Task
Copy each line below in which the word "Christopher" occurs.

Data in this exercise
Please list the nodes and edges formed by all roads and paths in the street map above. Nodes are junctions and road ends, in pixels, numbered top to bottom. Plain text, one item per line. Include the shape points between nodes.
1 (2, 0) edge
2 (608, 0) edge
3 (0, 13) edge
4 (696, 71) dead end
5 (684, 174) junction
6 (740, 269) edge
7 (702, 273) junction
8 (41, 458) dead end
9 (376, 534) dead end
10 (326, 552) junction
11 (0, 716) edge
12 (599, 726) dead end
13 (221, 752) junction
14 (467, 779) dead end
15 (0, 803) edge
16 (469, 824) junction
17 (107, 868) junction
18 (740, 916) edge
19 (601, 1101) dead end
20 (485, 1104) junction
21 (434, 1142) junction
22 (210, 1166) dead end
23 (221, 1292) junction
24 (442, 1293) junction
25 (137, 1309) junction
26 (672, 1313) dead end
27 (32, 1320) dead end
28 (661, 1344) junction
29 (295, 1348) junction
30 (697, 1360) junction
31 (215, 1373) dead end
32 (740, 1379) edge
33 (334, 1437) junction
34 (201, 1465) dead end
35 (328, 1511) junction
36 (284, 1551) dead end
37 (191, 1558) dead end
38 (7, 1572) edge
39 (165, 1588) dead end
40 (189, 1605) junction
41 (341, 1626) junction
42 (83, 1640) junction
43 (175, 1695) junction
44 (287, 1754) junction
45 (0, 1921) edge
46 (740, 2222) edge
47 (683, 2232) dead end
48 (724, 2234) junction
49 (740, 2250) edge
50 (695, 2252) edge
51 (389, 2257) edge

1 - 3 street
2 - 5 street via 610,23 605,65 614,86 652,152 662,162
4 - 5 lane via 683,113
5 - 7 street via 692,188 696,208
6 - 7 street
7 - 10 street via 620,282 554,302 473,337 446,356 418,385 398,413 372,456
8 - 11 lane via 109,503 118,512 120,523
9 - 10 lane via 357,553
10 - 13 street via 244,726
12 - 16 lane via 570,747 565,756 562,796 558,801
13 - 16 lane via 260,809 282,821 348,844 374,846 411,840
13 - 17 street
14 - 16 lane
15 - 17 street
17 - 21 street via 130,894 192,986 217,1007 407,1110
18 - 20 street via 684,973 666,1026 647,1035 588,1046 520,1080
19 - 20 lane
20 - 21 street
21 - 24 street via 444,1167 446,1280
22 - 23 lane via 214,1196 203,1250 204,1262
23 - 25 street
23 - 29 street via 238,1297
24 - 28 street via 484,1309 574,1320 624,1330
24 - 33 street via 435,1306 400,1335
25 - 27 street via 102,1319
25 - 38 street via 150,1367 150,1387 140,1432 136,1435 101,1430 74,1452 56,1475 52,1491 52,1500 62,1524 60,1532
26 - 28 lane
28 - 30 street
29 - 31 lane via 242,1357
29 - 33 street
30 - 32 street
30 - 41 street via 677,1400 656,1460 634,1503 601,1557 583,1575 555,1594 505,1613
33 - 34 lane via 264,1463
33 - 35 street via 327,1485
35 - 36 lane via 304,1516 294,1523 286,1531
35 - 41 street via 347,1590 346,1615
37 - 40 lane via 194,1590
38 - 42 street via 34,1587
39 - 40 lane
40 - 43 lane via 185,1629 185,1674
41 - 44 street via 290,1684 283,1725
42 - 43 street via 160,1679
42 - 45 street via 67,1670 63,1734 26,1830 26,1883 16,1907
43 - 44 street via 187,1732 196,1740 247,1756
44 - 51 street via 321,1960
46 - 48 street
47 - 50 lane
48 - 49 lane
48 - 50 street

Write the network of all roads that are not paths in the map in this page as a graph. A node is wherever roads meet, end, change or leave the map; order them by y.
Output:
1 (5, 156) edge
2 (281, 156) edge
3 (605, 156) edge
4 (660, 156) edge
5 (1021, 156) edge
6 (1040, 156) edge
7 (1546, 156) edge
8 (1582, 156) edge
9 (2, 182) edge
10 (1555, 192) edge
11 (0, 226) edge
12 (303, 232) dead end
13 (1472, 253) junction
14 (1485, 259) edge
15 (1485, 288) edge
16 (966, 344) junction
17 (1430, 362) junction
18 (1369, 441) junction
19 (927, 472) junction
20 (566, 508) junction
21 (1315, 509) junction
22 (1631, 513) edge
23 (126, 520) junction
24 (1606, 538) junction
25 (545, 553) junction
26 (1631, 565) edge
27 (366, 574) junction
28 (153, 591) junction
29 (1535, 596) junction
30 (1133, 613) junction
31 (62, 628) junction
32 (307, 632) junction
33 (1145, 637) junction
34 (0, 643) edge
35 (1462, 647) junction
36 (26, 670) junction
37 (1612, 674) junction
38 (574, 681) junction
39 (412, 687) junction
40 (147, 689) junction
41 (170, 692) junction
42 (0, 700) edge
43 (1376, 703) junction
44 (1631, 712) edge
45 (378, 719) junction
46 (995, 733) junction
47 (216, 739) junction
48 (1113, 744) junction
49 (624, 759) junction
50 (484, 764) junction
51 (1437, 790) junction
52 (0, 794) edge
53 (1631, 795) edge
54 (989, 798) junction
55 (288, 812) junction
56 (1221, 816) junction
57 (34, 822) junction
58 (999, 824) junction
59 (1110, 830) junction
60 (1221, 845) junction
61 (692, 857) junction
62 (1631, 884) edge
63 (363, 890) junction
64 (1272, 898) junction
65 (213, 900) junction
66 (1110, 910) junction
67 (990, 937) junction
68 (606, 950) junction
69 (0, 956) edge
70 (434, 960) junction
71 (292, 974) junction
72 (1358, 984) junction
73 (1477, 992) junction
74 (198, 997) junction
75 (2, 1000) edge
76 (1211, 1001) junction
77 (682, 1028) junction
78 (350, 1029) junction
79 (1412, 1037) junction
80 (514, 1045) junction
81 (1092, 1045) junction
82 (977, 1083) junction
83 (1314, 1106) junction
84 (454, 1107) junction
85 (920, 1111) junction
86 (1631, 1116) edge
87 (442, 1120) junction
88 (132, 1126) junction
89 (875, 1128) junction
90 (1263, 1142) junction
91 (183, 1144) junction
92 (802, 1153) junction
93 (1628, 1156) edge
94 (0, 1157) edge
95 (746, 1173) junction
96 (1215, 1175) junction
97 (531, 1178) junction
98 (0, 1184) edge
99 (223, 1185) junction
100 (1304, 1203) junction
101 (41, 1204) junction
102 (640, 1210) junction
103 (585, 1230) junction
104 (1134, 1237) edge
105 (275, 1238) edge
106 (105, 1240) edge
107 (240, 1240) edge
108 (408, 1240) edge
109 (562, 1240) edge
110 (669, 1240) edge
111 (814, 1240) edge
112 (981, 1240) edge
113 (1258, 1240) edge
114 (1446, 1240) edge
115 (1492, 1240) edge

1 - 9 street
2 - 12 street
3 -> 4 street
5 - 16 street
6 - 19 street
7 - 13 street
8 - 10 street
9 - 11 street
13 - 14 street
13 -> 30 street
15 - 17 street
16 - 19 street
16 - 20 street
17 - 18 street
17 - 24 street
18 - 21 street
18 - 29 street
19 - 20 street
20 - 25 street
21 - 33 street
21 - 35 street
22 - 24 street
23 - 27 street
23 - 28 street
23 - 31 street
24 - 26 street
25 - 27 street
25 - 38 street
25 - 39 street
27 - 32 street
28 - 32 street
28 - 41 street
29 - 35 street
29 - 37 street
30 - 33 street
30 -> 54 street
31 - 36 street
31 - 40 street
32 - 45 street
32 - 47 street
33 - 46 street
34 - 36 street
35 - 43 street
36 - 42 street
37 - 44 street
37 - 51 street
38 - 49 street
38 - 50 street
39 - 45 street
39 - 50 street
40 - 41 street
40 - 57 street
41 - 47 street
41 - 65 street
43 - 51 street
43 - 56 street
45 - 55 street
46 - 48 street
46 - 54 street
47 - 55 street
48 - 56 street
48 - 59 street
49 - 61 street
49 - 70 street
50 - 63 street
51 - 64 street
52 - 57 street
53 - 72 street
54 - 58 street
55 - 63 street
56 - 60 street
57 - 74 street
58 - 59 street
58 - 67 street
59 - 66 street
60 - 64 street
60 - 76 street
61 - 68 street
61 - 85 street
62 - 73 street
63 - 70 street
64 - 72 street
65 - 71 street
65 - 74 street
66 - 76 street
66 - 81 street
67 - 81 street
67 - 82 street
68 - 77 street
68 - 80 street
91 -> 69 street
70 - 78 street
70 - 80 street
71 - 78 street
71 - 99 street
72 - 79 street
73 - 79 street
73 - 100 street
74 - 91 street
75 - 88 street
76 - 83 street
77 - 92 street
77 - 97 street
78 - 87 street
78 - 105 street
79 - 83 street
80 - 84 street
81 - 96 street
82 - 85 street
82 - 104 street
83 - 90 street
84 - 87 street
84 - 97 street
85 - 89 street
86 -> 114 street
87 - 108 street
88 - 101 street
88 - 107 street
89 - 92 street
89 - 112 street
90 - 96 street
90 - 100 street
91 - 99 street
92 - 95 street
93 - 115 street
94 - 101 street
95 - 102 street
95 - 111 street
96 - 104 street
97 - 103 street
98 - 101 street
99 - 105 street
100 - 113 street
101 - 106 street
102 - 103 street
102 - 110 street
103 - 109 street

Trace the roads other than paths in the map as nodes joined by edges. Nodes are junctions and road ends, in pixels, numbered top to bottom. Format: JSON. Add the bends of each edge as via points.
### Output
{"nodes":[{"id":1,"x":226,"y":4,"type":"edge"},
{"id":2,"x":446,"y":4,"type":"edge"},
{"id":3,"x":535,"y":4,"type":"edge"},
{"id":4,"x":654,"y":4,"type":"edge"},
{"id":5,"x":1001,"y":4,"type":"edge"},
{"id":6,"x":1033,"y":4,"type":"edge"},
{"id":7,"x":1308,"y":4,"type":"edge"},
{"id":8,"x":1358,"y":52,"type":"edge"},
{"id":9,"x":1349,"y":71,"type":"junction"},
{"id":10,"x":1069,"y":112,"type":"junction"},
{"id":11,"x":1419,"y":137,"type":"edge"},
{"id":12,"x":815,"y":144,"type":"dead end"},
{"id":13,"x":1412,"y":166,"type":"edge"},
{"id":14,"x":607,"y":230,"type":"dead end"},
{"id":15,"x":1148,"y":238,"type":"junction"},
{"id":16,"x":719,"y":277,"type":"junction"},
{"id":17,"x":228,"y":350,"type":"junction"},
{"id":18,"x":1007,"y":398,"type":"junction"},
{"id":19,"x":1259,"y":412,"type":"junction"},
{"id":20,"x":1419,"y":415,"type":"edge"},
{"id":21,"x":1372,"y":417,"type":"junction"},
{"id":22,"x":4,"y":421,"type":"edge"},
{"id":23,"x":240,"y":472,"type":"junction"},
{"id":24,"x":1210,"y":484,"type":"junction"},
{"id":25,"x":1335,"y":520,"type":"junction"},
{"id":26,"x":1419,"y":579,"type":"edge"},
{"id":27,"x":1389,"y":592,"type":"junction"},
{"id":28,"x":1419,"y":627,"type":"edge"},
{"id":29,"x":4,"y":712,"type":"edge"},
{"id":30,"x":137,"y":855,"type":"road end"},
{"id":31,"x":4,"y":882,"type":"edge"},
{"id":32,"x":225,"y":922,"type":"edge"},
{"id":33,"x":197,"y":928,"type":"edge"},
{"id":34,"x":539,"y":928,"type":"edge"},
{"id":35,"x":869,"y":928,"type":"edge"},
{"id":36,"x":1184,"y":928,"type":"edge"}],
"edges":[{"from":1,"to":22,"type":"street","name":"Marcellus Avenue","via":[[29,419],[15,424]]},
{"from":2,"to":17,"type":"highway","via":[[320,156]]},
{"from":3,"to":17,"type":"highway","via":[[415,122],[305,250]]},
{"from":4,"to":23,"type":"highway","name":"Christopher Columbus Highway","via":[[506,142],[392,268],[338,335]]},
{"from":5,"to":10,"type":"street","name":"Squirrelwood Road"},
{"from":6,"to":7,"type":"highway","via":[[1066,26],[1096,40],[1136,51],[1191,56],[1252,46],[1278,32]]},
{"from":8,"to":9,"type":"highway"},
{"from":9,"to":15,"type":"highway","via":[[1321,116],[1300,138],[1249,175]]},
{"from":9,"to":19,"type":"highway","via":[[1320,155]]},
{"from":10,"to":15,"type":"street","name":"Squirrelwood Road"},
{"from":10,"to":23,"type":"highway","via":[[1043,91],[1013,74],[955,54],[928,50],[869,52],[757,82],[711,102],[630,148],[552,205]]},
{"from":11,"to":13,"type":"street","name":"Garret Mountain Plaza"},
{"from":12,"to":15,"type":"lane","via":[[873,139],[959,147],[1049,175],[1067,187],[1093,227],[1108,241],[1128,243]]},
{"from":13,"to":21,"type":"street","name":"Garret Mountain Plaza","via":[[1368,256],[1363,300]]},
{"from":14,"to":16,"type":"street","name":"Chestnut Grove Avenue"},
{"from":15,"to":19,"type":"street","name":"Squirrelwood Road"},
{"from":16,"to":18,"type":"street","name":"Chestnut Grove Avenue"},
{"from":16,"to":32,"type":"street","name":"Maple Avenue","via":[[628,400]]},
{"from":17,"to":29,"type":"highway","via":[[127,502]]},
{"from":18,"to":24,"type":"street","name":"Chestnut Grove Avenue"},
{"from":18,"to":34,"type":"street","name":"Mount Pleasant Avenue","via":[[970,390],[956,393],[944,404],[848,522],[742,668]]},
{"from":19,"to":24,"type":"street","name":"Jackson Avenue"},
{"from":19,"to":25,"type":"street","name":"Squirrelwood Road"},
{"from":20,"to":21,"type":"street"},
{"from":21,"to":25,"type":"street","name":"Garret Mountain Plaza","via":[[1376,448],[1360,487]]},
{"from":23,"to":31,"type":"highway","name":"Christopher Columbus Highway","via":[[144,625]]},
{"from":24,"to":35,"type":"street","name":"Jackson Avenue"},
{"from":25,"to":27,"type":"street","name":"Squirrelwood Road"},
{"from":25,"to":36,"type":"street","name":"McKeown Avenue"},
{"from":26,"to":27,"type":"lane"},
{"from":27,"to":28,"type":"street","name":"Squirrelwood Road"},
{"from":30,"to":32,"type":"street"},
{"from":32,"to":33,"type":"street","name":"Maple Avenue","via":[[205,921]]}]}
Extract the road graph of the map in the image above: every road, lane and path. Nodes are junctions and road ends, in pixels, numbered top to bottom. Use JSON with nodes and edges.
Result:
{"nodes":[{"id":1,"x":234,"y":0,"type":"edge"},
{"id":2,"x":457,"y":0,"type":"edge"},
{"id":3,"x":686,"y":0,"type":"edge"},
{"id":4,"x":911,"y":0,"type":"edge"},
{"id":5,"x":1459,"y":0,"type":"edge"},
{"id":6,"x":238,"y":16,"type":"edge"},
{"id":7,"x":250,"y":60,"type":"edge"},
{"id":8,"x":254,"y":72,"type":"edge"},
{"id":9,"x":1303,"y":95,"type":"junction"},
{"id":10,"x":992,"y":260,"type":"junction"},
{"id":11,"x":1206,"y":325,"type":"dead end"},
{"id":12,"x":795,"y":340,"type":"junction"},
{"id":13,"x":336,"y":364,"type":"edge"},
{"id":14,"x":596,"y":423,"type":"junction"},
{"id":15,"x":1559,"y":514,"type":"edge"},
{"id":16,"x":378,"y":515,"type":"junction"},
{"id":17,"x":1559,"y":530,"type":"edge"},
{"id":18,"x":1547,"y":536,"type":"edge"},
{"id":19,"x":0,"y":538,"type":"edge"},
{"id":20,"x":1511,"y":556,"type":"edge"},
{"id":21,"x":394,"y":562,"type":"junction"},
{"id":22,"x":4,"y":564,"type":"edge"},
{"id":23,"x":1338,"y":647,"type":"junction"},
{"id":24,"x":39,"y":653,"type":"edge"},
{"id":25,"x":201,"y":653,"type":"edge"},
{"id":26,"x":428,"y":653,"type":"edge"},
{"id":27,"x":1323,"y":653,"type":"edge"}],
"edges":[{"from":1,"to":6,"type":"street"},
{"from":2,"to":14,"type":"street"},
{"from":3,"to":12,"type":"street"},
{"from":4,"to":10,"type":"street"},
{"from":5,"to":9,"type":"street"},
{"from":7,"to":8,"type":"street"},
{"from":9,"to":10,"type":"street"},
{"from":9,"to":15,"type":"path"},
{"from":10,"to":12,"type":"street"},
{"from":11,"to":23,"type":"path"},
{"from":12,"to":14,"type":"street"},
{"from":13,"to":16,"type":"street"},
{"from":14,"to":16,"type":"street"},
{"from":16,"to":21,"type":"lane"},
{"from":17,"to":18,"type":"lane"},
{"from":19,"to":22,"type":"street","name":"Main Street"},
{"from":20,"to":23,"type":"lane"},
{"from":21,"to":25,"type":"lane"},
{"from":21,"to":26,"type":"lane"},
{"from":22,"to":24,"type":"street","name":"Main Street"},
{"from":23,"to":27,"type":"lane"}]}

Task output
{"from":4,"to":23,"type":"highway","name":"Christopher Columbus Highway","via":[[506,142],[392,268],[338,335]]},
{"from":23,"to":31,"type":"highway","name":"Christopher Columbus Highway","via":[[144,625]]},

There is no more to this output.